MICHELE PETIT. Antropóloga.
A mis catorce años, interno y junior en Arévalo, me encantaba la nocturna transgresión de leer bajo las sábanas. Anunciado el toque de queda con unas palmadas desde el pasillo, a la hora señalada, se apagaban las luces y nosotros, retirados en nuestra habitación individual, debíamos apagar las luces. El cristal translúcido de la puerta delataría nuestro desvelo y a partir de las 11, lo prescrito era dormir. Sin embargo muchos de nosotros intentábamos algún tiempo más a la jornada en un acto íntimo y protegido, con un cierto sentimiento de culpa que lo hacía aún más excitante.
Para la ocasión cada cual se ingeniaba como podía. La mayoría usábamos linternas pero las pilas se agotaban rápidamente y algunos habilitaron un sitio en su armario ropero y, a la luz de una vela, leían acurrucados su novela favorita. No sé cómo alguno no se axfisió en medio del aire enrarecido de aquellas largas veladas. Por otro lado había que estar pendientes de no dejar la mínima rendija pues los hermanos vigilaban el pasillo dando periódicos paseos.
En aquel año yo había comenzado la lectura del Quijote.
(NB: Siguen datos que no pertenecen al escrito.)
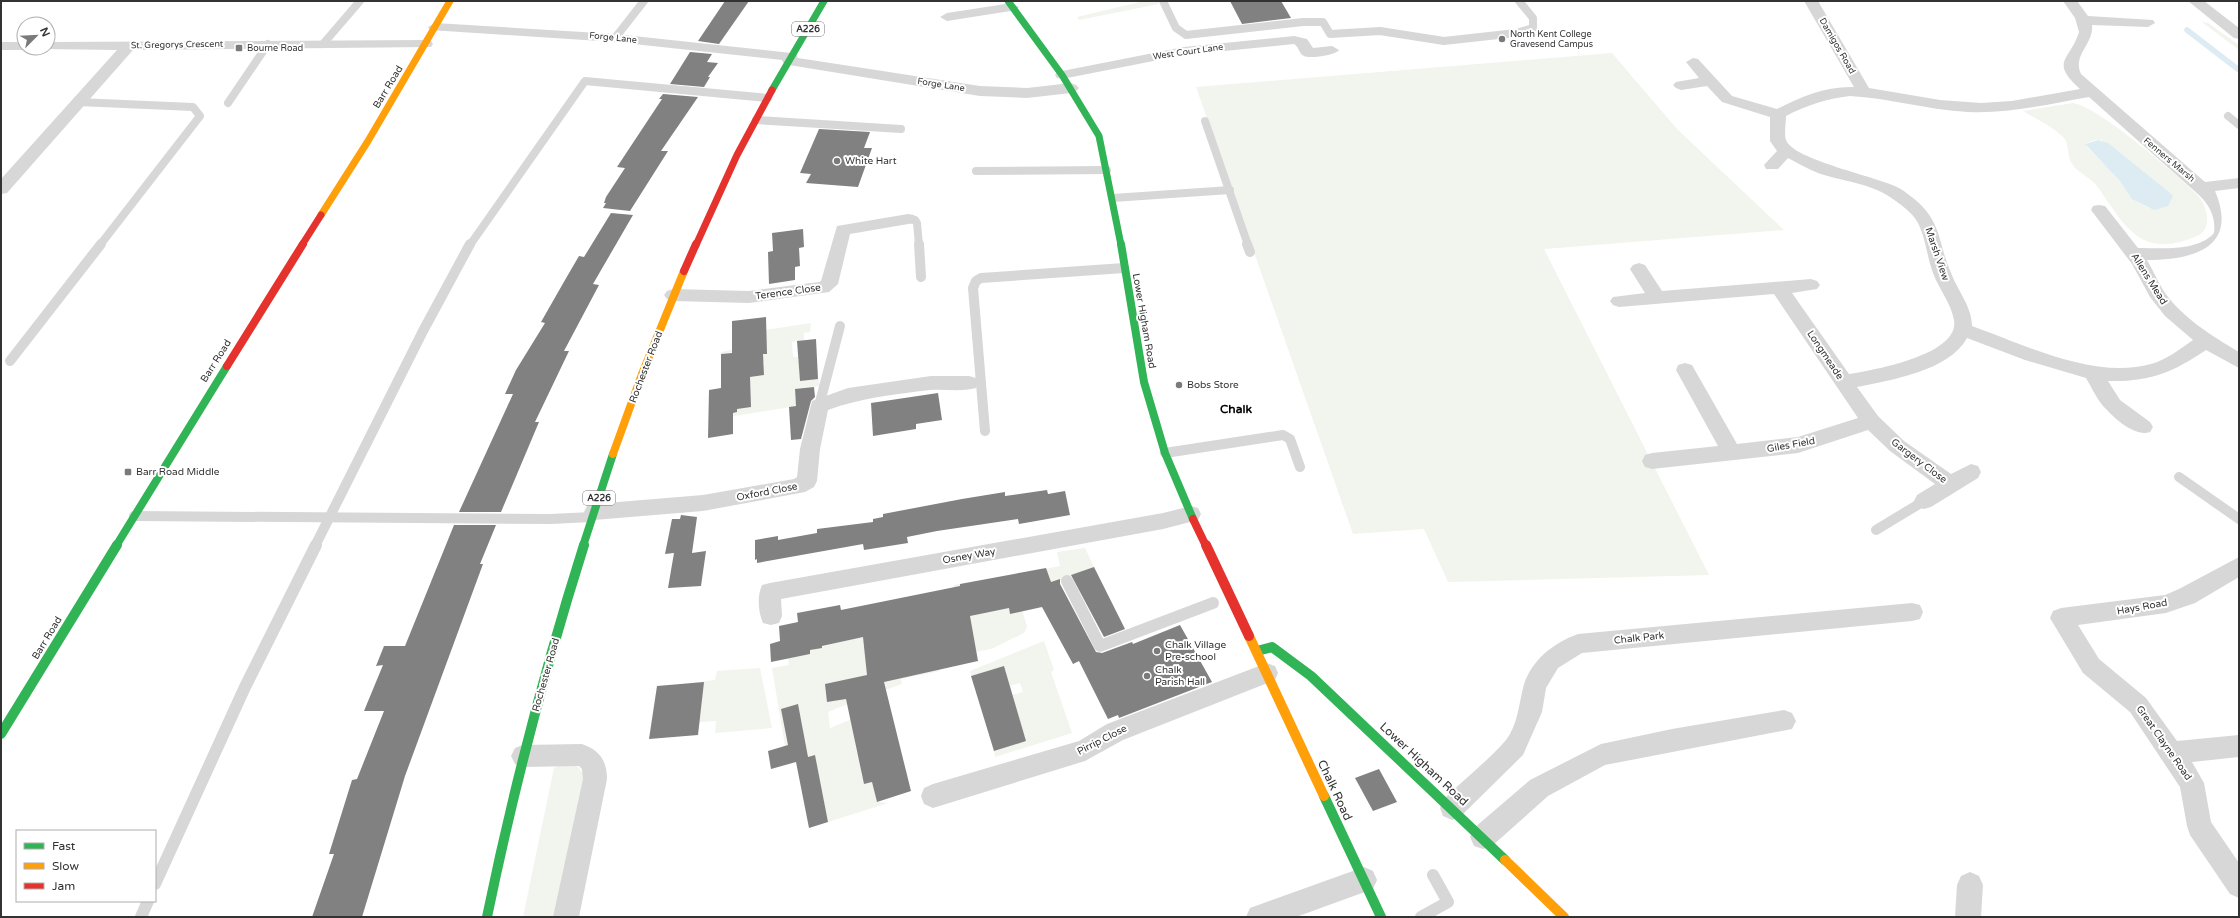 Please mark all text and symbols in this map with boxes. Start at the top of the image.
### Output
north arrow [16,16,56,56]
street label: Damigos Road [1817,16,1857,76]
road number: A226 [792,22,824,36]
text: N [37,25,52,39]
place label: North Kent College Gravesend Campus [1510,29,1593,50]
street label: Forge Lane [589,30,637,46]
marker: North Kent College Gravesend Campus [1497,34,1507,44]
street label: St. Gregorys Crescent [131,39,224,51]
street label: West Court Lane [1152,42,1224,62]
marker: Bourne Road [234,43,244,53]
place label: Bourne Road [247,43,303,54]
street label: Barr Road [371,63,405,111]
street label: Forge Lane [917,76,965,94]
street label: Fenners Marsh [2141,135,2197,185]
place label: White Hart [845,155,897,167]
marker: White Hart [832,156,842,166]
street label: Marsh View [1922,226,1952,282]
street label: Allens Mead [2128,251,2170,307]
street label: Lower Higham Road [1130,272,1158,370]
street label: Terence Close [754,281,822,303]
street label: Longmeade [1804,328,1846,382]
street label: Rochester Road [627,329,665,405]
street label: Barr Road [198,337,234,385]
place label: Bobs Store [1187,379,1239,391]
marker: Bobs Store [1174,380,1184,390]
district label: Chalk [1220,402,1252,416]
street label: Giles Field [1766,435,1816,455]
street label: Gargery Close [1889,436,1949,486]
place label: Barr Road Middle [136,466,220,478]
marker: Barr Road Middle [123,467,133,477]
street label: Oxford Close [736,480,799,504]
road number: A226 [583,491,615,505]
street label: Osney Way [942,545,997,567]
street label: Hays Road [2116,597,2168,617]
street label: Barr Road [30,614,64,662]
street label: Chalk Park [1613,629,1665,647]
street label: Rochester Road [530,637,562,713]
place label: Chalk Village Pre-school [1165,639,1226,663]
marker: Chalk Village Pre-school [1152,646,1162,656]
place label: Chalk Parish Hall [1155,664,1205,688]
marker: Chalk Parish Hall [1142,671,1152,681]
street label: Great Clayne Road [2134,703,2194,783]
street label: Lower Higham Road [1377,719,1471,809]
street label: Pirrip Close [1075,722,1129,758]
street label: Chalk Road [1315,757,1355,823]
legend [16,830,156,902]
text: Fast [52,839,76,853]
text: Slow [52,859,79,873]
text: Jam [52,879,75,893] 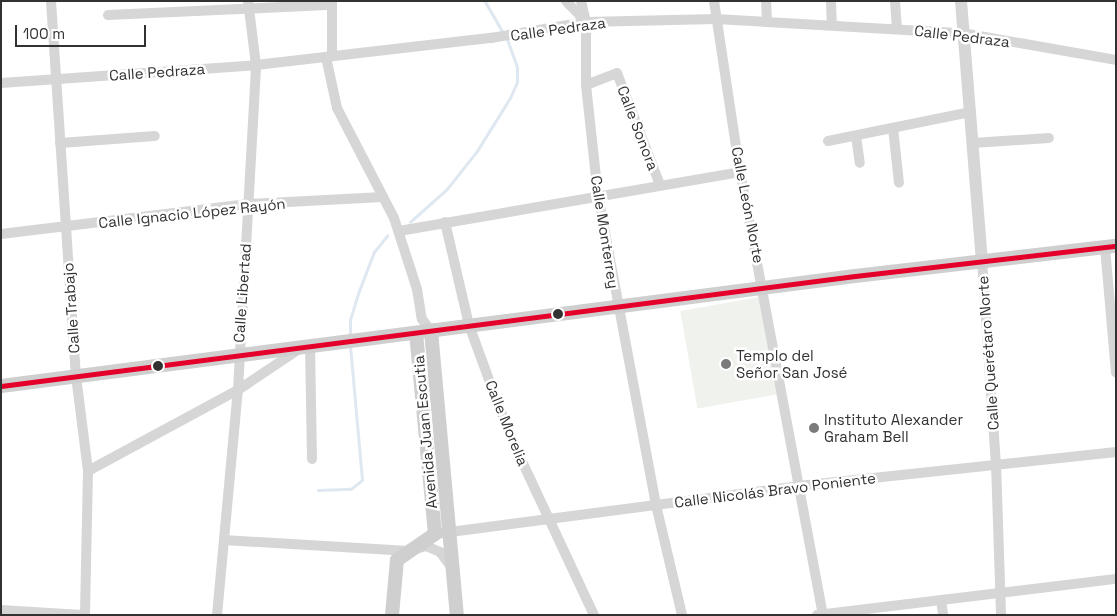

Lo hice sobre un viejo ejemplar de papel amarillento y quebradizo que encontré entre los viejos libros de la casa del pueblo. Tenía las tapas rotas y gastadas y las hube de remendar. Fue elección voluntaria lo que hio que no le odiara, como suele ser frecuente en los obligados deberes escolares. En su letra diminuta encontré historias de moras enamoradas y largas aventuras en territorio turco. Abierto al azar, esos capítulos -tan alejados de las selecciones habituales- fueron los que merecieron entonces mi atención.
Aplasté concienzudamente los bordes de la manta sellando completamente aquel espacio. Debía estar ya completamente opaco. Esperé... De nuevo sonaron otra vez los golpes, esta vez apremiantes... Asustado opté por apagar la linterna y esperar que el hermano se sintiera así satisfecho y se fuera. Pasados unos segundos, de nuevo los golpes, esta vez irritados. ¿Cómo era posible que aún viera luz si ya había apagado la linterna? Aparté violentamente las sábanas y di un brinco en la cama. Entonces, para mi sorpresa, me encontre con mi habitación perfectamente iluminada: ¡Me había dejado la luz encendida!